You can do this through 3 universal keys and by avoiding 4 typical pitfalls.

Key #1: You’re in Hard Times Together
Key #2: CX, EX & PX Goal is 1:1 Ratio
Key #3: Leverage Interdependencies
Pitfall #1: Shrinkflation & Inflation
Pitfall #2: Universal Budget Cuts
Pitfall #3: Converting Service to a Revenue Center
Pitfall #4: Increased Technology

Key #1: You’re in Hard Times Together

Keep in mind that both you and the other party are in distress when interest rates rise, supply chain and talent are uncertain, or political and social dynamics shift. In essence, you’re in it together with your employees, partners, and customers.

Today, the ongoing changes are particularly intense: everyone has gone through three years of fear, loss, deprivation, soul-searching, and emotional roller coasters.

As the saying goes: “What goes around, comes around”. Since you rely upon these three groups for your growth, it can be disastrous to damage your relationship strength (i.e. lifetime value) through avoidable mis-steps.

Key #2: CX, EX & PX Goal is a 1:1 Ratio

Success of Customer Experience, Employee Experience, and Partner Experience (CX+EX+PX) is a 1-to-1 ratio (or better) between their expectations and the realities they experience. This simplicity is powerful: (1) consistently set realistic expectations and (2) deliver accordingly.

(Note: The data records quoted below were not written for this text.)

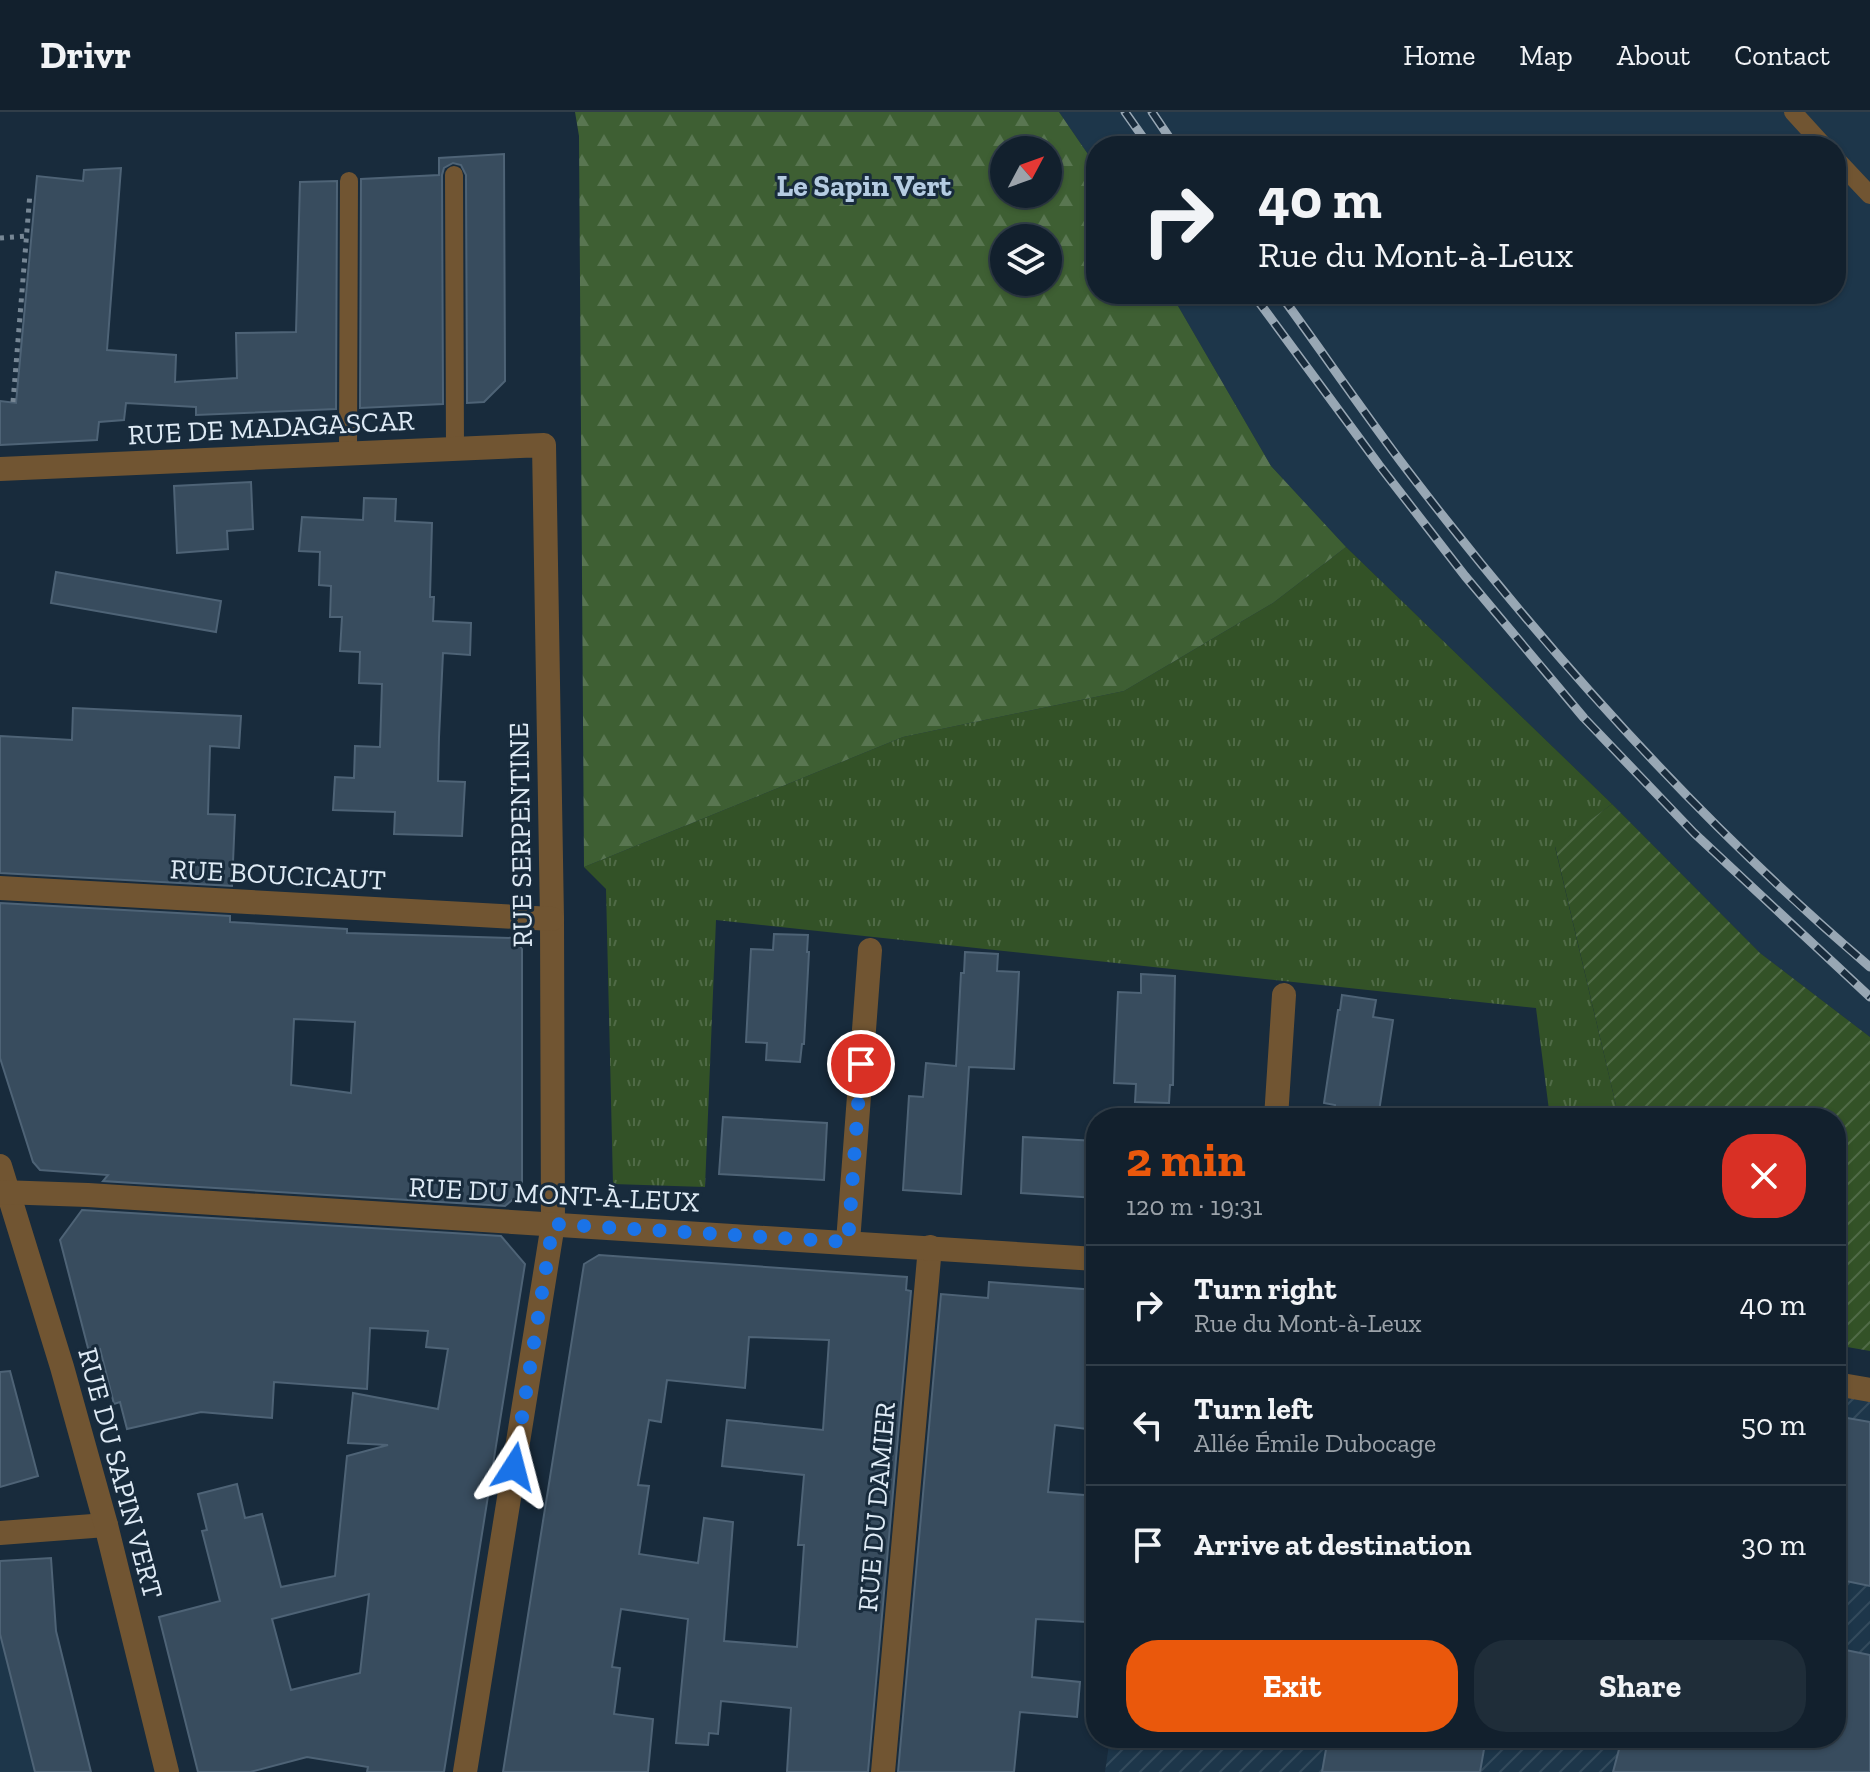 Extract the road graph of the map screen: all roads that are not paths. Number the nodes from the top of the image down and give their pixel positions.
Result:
1 (1793, 112) edge
2 (1815, 136) edge
3 (1846, 170) edge
4 (454, 175) dead end
5 (349, 181) dead end
6 (1870, 195) edge
7 (544, 445) joint
8 (455, 449) junction
9 (348, 454) junction
10 (0, 469) edge
11 (0, 888) edge
12 (552, 919) junction
13 (870, 950) dead end
14 (1284, 995) dead end
15 (1277, 1108) edge
16 (0, 1166) edge
17 (4, 1192) edge
18 (553, 1224) junction
19 (848, 1242) junction
20 (930, 1247) junction
21 (1086, 1258) edge
22 (1846, 1386) edge
23 (1870, 1390) edge
24 (106, 1525) junction
25 (0, 1533) edge
26 (167, 1772) edge
27 (465, 1772) edge
28 (883, 1772) edge

1 - 2 lane
3 - 6 lane
4 - 8 lane
5 - 9 lane
7 - 8 street, RUE DE MADAGASCAR
7 - 12 street, RUE SERPENTINE
8 - 9 street, RUE DE MADAGASCAR
9 - 10 street, RUE DE MADAGASCAR
11 - 12 street, RUE BOUCICAUT
12 - 18 street, RUE SERPENTINE
13 - 19 street
14 - 15 street
16 - 17 street, RUE DU SAPIN VERT
17 - 18 street, RUE DU MONT-À-LEUX
17 - 24 street, RUE DU SAPIN VERT
18 - 19 street, RUE DU MONT-À-LEUX
18 - 27 street, RUE SERPENTINE
19 - 20 street, RUE DU MONT-À-LEUX
20 - 21 street, RUE DU MONT-À-LEUX
20 - 28 street, RUE DU DAMIER
22 - 23 street
24 - 25 street
24 - 26 street, RUE DU SAPIN VERT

When you emphasize the 1-to-1 ratio, it’s easier to discern must-haves and nice-to-haves.

Key #3: Leverage CX, EX & PX Interdependencies

Leverage interdependencies among CX+EX+PX. While everyone claims that “happy employees make happy customers”, the real truth is that customer-aligned employees make the happiest employees and the most profitable customers and partners. This means:

  • When both your non-customer-facing and customer-facing employees/executives/board are aligned to customers, this generates the happiest customers and happiest partners, who continually reward your brand.
  • This is possible by clearly identifying your high potential, core-growth customers’ top expectations as your north star for who and how to hire, develop, review, reward, advance, and fine-tune — among your employees, partners, and leaders (execs, board, investors).
  • Employees’ higher purpose is making a difference for customers. When they are engaged in preventing issues for customers, everyone wins.
    • Common purpose reduces organizational silos, making employees happier and more productive, generating more value.
    • Fewer issues make partners and customers happier and more productive, generating more revenue with higher profitability.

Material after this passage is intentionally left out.